Daniel’s story begins with his great great great grandfather, Henry Adams.  Henry was the originator of our paternal line in America.  He left Barton St John, Somersetshire, England to start a new life in the colonies in 1632.  He brought his eight children with him and settled in what is now modern-day Quincy, MA.  He would go on to be blessed with 89 grandchildren, so it’s easy to see that by the time Daniel was born in 1750 there were a lot of Adams’ in Massachusetts.

Daniel and his cousins, John Adams and Samuel Adams, were all descended from sons of Henry.  I wonder what impact, if any that had on Daniel?  In such a large family, it’s possible they knew each other well and it’s also possible they didn’t know each other much at all.  It was a big family in a relatively small area so I have to believe he at least knew of his cousins, leaders of a country on the cusp of being born, a future President and Founders.  I imagine it made him just a bit more defensive of his home and his family, both of which the British wished to subdue.

Daniel, named for his Grandfather, was born April 20, 1750 in Medway, Massachusetts, 31 miles southwest of Lexington on today’s roads.  He was the oldest of at least 5 children born to Thomas Adams and Mary Partridge Adams. 

Daniel was a Minuteman in the Massachusetts Militia when the Lexington Alarm rang out on April 18th and 19th, 1775, 246 years ago today.  He was one day shy of his 25th birthday when he answered that call.

What was an Alarm? As early as 1676, the colonists had set up a system of signals and riders that were used to call volunteer militias to action when there was a need for defense. 

The Lexington Alarm began about 10:30 pm on April 18, 1775 when Paul Revere and William Dawes set out from Boston by separate routes to ride to Lexington about 10 miles away.  What a ride that must have been, on horseback, fast, through the dark night.
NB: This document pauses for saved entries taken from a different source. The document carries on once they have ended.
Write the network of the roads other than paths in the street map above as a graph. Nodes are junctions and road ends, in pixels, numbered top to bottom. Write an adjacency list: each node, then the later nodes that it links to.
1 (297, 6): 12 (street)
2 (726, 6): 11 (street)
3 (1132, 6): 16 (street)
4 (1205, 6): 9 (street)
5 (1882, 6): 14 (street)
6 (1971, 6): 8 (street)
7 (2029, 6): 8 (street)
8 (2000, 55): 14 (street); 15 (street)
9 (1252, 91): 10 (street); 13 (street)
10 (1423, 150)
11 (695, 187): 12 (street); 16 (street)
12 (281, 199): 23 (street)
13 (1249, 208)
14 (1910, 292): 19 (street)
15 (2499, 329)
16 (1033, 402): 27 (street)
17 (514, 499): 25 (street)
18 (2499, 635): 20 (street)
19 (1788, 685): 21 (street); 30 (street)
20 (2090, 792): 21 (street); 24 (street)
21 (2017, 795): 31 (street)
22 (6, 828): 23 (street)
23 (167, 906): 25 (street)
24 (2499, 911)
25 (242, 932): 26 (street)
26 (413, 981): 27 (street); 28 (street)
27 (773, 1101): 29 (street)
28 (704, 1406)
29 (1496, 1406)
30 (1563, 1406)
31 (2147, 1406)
Their mission was to warn John Hancock and Samuel Adams that British Regulars (soldiers) were on their way so they could avoid being captured.  As they rode, they alerted about 40 other riders who also set out to alarm more areas of the countryside.

Revere reached Lexington sometime after midnight. By 5 am, hundreds of British Regulars had arrived in Lexington and faced 77 militiamen that had gathered on Lexington Green.  The colonists were seriously outnumbered, but stood their ground.  No one knows who fired the first shot but at the end of the confrontation, 8 colonists were dead with 10 more wounded with no British casualties.  The British then marched on to Concord where they were met by a few hundred militiamen. It was there, at the North Bridge, where the first formal order was given to fire on the British.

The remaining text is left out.